The 2021 report by Reporters Without Borders, released on Tuesday (April 20) says:
“Singapore has been coloured black on the World Press Freedom Index map since 2020, meaning the situation there is now is classified as ‘very bad’. Despite the ‘Switzerland of the East’ label often used in government propaganda, the city-state does not fall far short of China when it comes to suppressing media freedom.
“Prime Minister Lee Hsien Loong’s government is always quick to sue critical journalists, apply pressure to make them unemployable, or even force them to leave the country.
“The Media Development Authority has the power to censor all forms of journalistic content. Defamation suits are common and may sometimes be accompanied by a sedition charge that is punishable by up to 21 years in prison.

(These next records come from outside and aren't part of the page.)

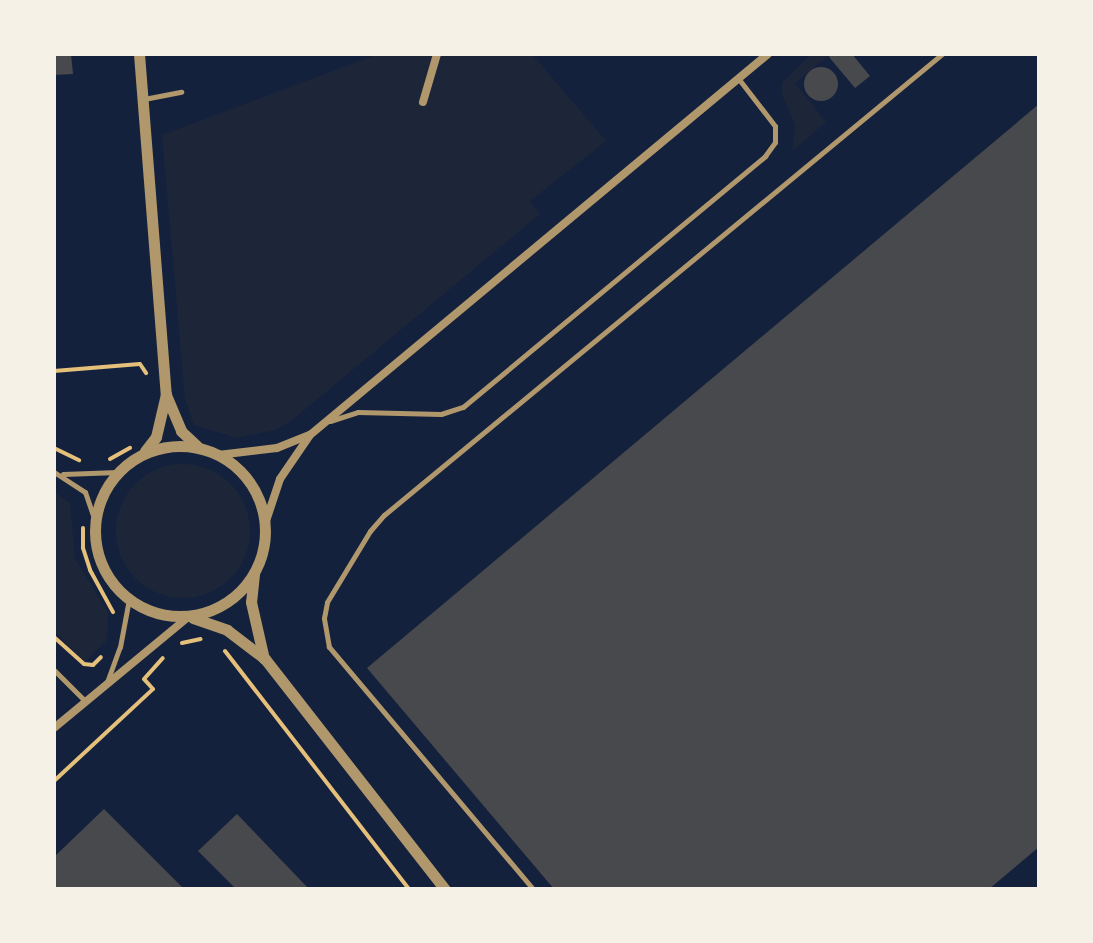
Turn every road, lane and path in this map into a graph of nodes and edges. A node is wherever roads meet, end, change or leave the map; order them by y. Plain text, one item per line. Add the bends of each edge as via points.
1 (139, 54) edge
2 (437, 54) edge
3 (768, 54) edge
4 (942, 54) edge
5 (738, 78) junction
6 (181, 92) dead end
7 (143, 99) junction
8 (423, 102) dead end
9 (54, 371) edge
10 (149, 381) dead end
11 (166, 394) junction
12 (322, 425) junction
13 (310, 435) junction
14 (54, 448) edge
15 (199, 448) junction
16 (136, 451) junction
17 (218, 455) junction
18 (85, 462) dead end
19 (102, 463) dead end
20 (55, 472) edge
21 (118, 472) junction
22 (81, 519) dead end
23 (95, 521) junction
24 (265, 524) junction
25 (255, 573) junction
26 (129, 599) junction
27 (187, 618) junction
28 (115, 619) dead end
29 (54, 637) edge
30 (207, 639) dead end
31 (216, 642) dead end
32 (178, 645) dead end
33 (166, 653) dead end
34 (104, 655) dead end
35 (265, 659) junction
36 (54, 670) edge
37 (105, 687) junction
38 (86, 702) junction
39 (54, 728) edge
40 (54, 781) edge
41 (409, 889) edge
42 (445, 889) edge
43 (533, 889) edge

1 - 7 street
2 - 8 street
3 - 5 street
4 - 43 lane via 384,515 327,602 329,647
5 - 12 street
5 - 12 lane via 770,118 776,134 771,150 740,176 463,407 441,414 358,412
6 - 7 lane
7 - 11 street
9 - 10 path via 140,364
11 - 15 street via 181,431
11 - 16 street via 156,437
12 - 13 street
13 - 17 street via 277,448
13 - 24 street via 280,479
14 - 18 path
15 - 16 street
15 - 17 street
16 - 19 path
16 - 21 street
17 - 24 street via 251,485
20 - 21 lane
20 - 23 lane via 85,492
21 - 23 street via 102,495
22 - 28 path via 90,570
23 - 26 street via 101,564
24 - 25 street
25 - 27 street via 223,604
25 - 35 street via 251,602
26 - 27 street
26 - 37 lane
27 - 35 street via 227,630
27 - 37 street
29 - 34 path via 84,664 93,665
30 - 32 path
31 - 41 path
33 - 40 path via 144,679 153,689
35 - 42 street
36 - 38 lane
37 - 38 street
38 - 39 street

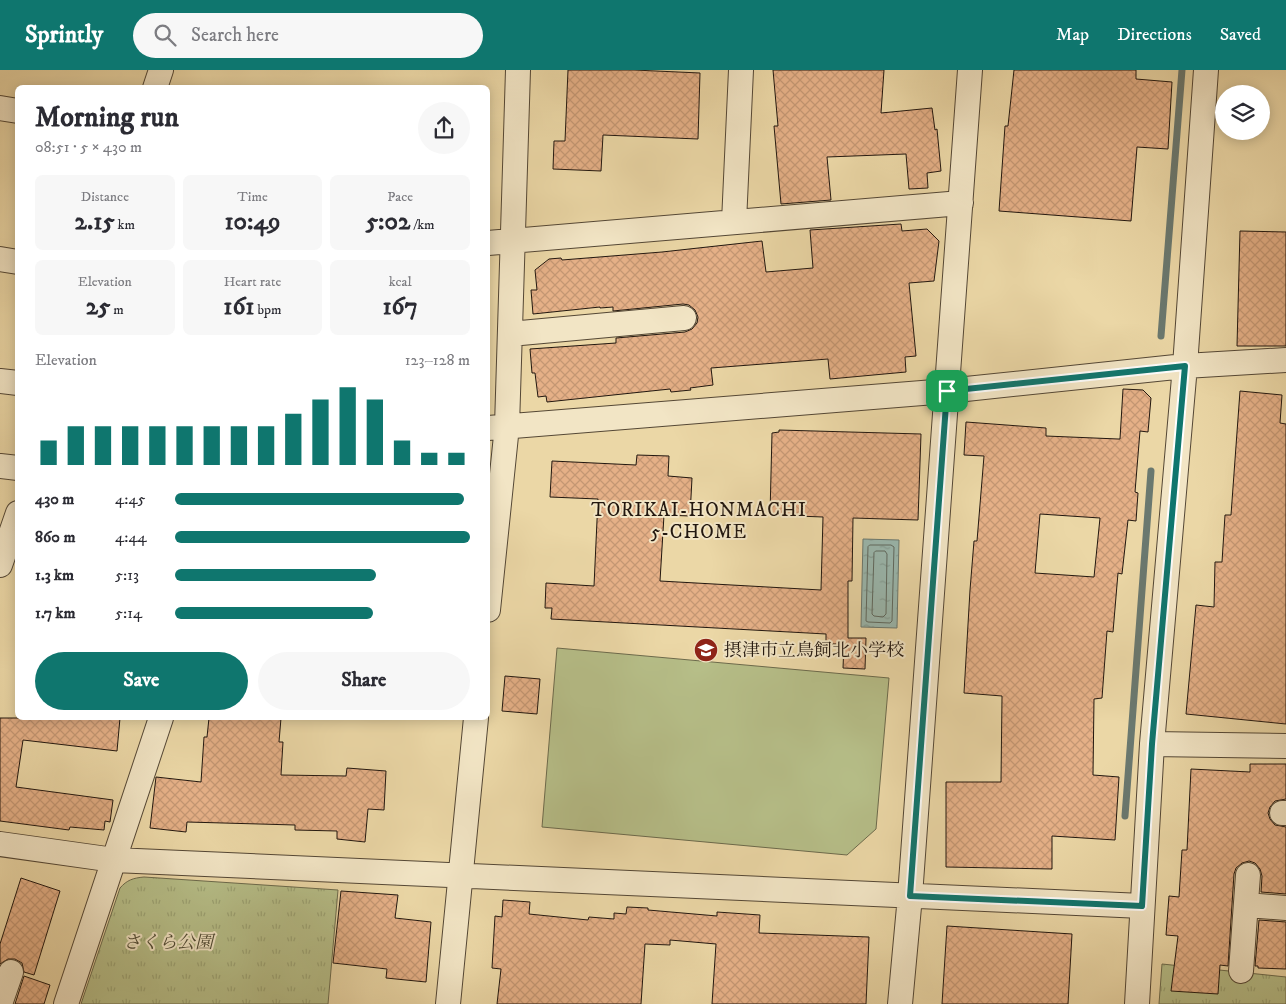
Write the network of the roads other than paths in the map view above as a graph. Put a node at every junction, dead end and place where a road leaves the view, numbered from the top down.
1 (161, 70) edge
2 (518, 70) edge
3 (740, 70) edge
4 (970, 70) edge
5 (1206, 70) edge
6 (156, 85) edge
7 (0, 108) edge
8 (15, 110) edge
9 (961, 203) junction
10 (734, 222) junction
11 (513, 240) junction
12 (490, 243) edge
13 (0, 259) edge
14 (15, 262) edge
15 (684, 318) dead end
16 (510, 334) junction
17 (1286, 360) edge
18 (1185, 366) junction
19 (0, 380) edge
20 (15, 382) edge
21 (947, 391) junction
22 (497, 427) edge
23 (0, 466) edge
24 (15, 468) edge
25 (10, 524) edge
26 (0, 566) edge
27 (490, 569) edge
28 (159, 720) edge
29 (476, 720) edge
30 (1152, 744) junction
31 (1286, 746) edge
32 (0, 844) edge
33 (114, 860) junction
34 (1248, 875) dead end
35 (460, 876) junction
36 (910, 896) junction
37 (1246, 905) junction
38 (1142, 906) junction
39 (1286, 908) edge
40 (1241, 971) dead end
41 (11, 972) dead end
42 (0, 1004) edge
43 (66, 1004) edge
44 (448, 1004) edge
45 (900, 1004) edge
46 (1137, 1004) edge

1 - 6 street
2 - 11 street
3 - 10 street
4 - 9 street
5 - 18 street
7 - 8 street
9 - 10 street
9 - 21 street
10 - 11 street
11 - 12 street
11 - 16 street
13 - 14 street
15 - 16 street
16 - 22 street
17 - 18 street
18 - 21 street
18 - 30 street
19 - 20 street
21 - 22 street
21 - 36 street
22 - 27 street
23 - 24 street
25 - 26 street
28 - 33 street
29 - 35 street
30 - 31 street
30 - 38 street
32 - 33 street
33 - 35 street
33 - 43 street
34 - 37 street
35 - 36 street
35 - 44 street
36 - 38 street
36 - 45 street
37 - 39 street
37 - 40 street
38 - 46 street
41 - 42 street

“The political control is coupled with an economic straitjacket. Two business groups control all of Singapore’s print and broadcast media. One, MediaCorp, is owned by a state investment company. The other, Singapore Press Holdings, is supposedly privately-owned but the government appoints those who run it. As a result, self-censorship is widespread, including within the alternative independent media, which are intimidated by the judicial and economic pressure.
“The red lines imposed by the authorities, known by Singapore’s journalists as ‘OB markers’ (for out-of-bounds markers), apply to an ever-wider range of issues and public figures.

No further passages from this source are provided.